#### Exercise objective:
Copy each line below without leaving any out.

Given records Start Marker

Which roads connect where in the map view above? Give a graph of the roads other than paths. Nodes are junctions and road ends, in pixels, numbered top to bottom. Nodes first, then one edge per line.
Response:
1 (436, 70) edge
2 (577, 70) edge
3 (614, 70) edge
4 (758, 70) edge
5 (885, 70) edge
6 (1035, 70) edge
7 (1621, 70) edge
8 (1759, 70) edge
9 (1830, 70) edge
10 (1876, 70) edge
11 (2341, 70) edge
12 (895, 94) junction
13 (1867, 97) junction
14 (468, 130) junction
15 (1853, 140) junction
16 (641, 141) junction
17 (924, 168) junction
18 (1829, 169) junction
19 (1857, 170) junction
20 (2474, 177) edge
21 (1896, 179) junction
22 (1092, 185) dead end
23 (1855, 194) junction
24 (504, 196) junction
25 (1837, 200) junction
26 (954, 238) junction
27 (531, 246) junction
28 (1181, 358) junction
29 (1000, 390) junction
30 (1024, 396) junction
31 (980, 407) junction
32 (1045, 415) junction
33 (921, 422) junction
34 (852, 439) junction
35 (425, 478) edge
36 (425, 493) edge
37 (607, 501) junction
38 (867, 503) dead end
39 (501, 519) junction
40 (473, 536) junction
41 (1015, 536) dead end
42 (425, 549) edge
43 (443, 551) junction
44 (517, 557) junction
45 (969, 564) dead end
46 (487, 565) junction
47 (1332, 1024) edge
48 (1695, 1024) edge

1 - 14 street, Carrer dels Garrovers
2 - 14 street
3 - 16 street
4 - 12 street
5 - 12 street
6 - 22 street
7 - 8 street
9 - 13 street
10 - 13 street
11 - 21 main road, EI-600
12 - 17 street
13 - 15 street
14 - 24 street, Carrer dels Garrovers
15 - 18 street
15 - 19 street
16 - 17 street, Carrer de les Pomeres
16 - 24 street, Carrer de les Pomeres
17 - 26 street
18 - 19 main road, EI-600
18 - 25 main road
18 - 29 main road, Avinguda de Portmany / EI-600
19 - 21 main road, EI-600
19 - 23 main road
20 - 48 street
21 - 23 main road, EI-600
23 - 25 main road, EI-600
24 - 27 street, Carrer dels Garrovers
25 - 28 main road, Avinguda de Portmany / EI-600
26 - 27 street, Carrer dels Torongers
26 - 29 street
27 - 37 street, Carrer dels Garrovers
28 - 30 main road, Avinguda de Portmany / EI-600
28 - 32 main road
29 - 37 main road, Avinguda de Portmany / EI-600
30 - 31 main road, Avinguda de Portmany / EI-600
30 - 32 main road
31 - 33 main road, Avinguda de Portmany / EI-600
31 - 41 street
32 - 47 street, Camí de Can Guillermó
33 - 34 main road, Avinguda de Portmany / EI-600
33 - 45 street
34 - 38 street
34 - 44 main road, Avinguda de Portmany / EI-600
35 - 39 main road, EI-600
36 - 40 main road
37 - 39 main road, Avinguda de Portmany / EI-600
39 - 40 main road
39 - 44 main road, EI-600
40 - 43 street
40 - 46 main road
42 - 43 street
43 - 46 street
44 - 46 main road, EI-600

Given records End Marker

#### Task response:
Which roads connect where in the map view above? Give a graph of the roads other than paths. Nodes are junctions and road ends, in pixels, numbered top to bottom. Nodes first, then one edge per line.
Response:
1 (436, 70) edge
2 (577, 70) edge
3 (614, 70) edge
4 (758, 70) edge
5 (885, 70) edge
6 (1035, 70) edge
7 (1621, 70) edge
8 (1759, 70) edge
9 (1830, 70) edge
10 (1876, 70) edge
11 (2341, 70) edge
12 (895, 94) junction
13 (1867, 97) junction
14 (468, 130) junction
15 (1853, 140) junction
16 (641, 141) junction
17 (924, 168) junction
18 (1829, 169) junction
19 (1857, 170) junction
20 (2474, 177) edge
21 (1896, 179) junction
22 (1092, 185) dead end
23 (1855, 194) junction
24 (504, 196) junction
25 (1837, 200) junction
26 (954, 238) junction
27 (531, 246) junction
28 (1181, 358) junction
29 (1000, 390) junction
30 (1024, 396) junction
31 (980, 407) junction
32 (1045, 415) junction
33 (921, 422) junction
34 (852, 439) junction
35 (425, 478) edge
36 (425, 493) edge
37 (607, 501) junction
38 (867, 503) dead end
39 (501, 519) junction
40 (473, 536) junction
41 (1015, 536) dead end
42 (425, 549) edge
43 (443, 551) junction
44 (517, 557) junction
45 (969, 564) dead end
46 (487, 565) junction
47 (1332, 1024) edge
48 (1695, 1024) edge

1 - 14 street, Carrer dels Garrovers
2 - 14 street
3 - 16 street
4 - 12 street
5 - 12 street
6 - 22 street
7 - 8 street
9 - 13 street
10 - 13 street
11 - 21 main road, EI-600
12 - 17 street
13 - 15 street
14 - 24 street, Carrer dels Garrovers
15 - 18 street
15 - 19 street
16 - 17 street, Carrer de les Pomeres
16 - 24 street, Carrer de les Pomeres
17 - 26 street
18 - 19 main road, EI-600
18 - 25 main road
18 - 29 main road, Avinguda de Portmany / EI-600
19 - 21 main road, EI-600
19 - 23 main road
20 - 48 street
21 - 23 main road, EI-600
23 - 25 main road, EI-600
24 - 27 street, Carrer dels Garrovers
25 - 28 main road, Avinguda de Portmany / EI-600
26 - 27 street, Carrer dels Torongers
26 - 29 street
27 - 37 street, Carrer dels Garrovers
28 - 30 main road, Avinguda de Portmany / EI-600
28 - 32 main road
29 - 37 main road, Avinguda de Portmany / EI-600
30 - 31 main road, Avinguda de Portmany / EI-600
30 - 32 main road
31 - 33 main road, Avinguda de Portmany / EI-600
31 - 41 street
32 - 47 street, Camí de Can Guillermó
33 - 34 main road, Avinguda de Portmany / EI-600
33 - 45 street
34 - 38 street
34 - 44 main road, Avinguda de Portmany / EI-600
35 - 39 main road, EI-600
36 - 40 main road
37 - 39 main road, Avinguda de Portmany / EI-600
39 - 40 main road
39 - 44 main road, EI-600
40 - 43 street
40 - 46 main road
42 - 43 street
43 - 46 street
44 - 46 main road, EI-600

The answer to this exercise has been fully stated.